INPUT MATERIAL:

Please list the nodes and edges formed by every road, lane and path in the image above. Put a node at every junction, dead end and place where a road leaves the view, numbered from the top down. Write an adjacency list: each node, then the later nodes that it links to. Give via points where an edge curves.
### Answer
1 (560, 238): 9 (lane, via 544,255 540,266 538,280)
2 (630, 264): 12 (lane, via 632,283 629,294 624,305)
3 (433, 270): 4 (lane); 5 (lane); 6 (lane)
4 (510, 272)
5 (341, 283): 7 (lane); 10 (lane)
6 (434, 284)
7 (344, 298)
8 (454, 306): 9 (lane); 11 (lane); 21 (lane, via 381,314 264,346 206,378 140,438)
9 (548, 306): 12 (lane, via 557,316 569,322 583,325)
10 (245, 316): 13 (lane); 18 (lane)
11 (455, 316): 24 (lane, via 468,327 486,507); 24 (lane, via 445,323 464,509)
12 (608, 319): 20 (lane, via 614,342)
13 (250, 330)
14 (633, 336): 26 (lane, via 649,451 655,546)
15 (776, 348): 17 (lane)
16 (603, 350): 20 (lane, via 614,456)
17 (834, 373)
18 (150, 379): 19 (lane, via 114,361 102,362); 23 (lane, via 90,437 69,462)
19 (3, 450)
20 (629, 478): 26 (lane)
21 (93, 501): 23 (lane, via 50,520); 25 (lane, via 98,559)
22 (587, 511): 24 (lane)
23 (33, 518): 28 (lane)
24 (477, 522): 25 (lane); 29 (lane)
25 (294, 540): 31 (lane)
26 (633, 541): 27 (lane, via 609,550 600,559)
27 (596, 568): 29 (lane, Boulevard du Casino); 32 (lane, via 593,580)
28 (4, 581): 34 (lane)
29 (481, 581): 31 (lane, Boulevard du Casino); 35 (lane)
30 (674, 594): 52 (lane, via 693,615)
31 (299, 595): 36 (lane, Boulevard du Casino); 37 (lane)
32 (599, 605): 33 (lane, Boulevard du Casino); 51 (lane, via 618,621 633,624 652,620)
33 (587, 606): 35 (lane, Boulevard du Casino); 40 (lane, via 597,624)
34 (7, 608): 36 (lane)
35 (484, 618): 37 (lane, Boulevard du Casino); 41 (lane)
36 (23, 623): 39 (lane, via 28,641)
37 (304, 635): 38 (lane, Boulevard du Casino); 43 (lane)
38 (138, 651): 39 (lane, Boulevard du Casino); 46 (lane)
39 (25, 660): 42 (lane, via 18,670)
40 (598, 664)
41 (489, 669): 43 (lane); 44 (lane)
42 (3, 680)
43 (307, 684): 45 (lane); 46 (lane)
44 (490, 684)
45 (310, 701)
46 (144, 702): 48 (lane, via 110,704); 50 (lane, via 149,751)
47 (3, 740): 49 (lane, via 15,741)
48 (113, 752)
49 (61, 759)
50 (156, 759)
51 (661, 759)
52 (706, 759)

WORK INSTRUCTIONS:
The expected output is every line from the material above where "Casino" can be found.

REPLY TO THE EXERCISE:
27 (596, 568): 29 (lane, Boulevard du Casino); 32 (lane, via 593,580)
29 (481, 581): 31 (lane, Boulevard du Casino); 35 (lane)
31 (299, 595): 36 (lane, Boulevard du Casino); 37 (lane)
32 (599, 605): 33 (lane, Boulevard du Casino); 51 (lane, via 618,621 633,624 652,620)
33 (587, 606): 35 (lane, Boulevard du Casino); 40 (lane, via 597,624)
35 (484, 618): 37 (lane, Boulevard du Casino); 41 (lane)
37 (304, 635): 38 (lane, Boulevard du Casino); 43 (lane)
38 (138, 651): 39 (lane, Boulevard du Casino); 46 (lane)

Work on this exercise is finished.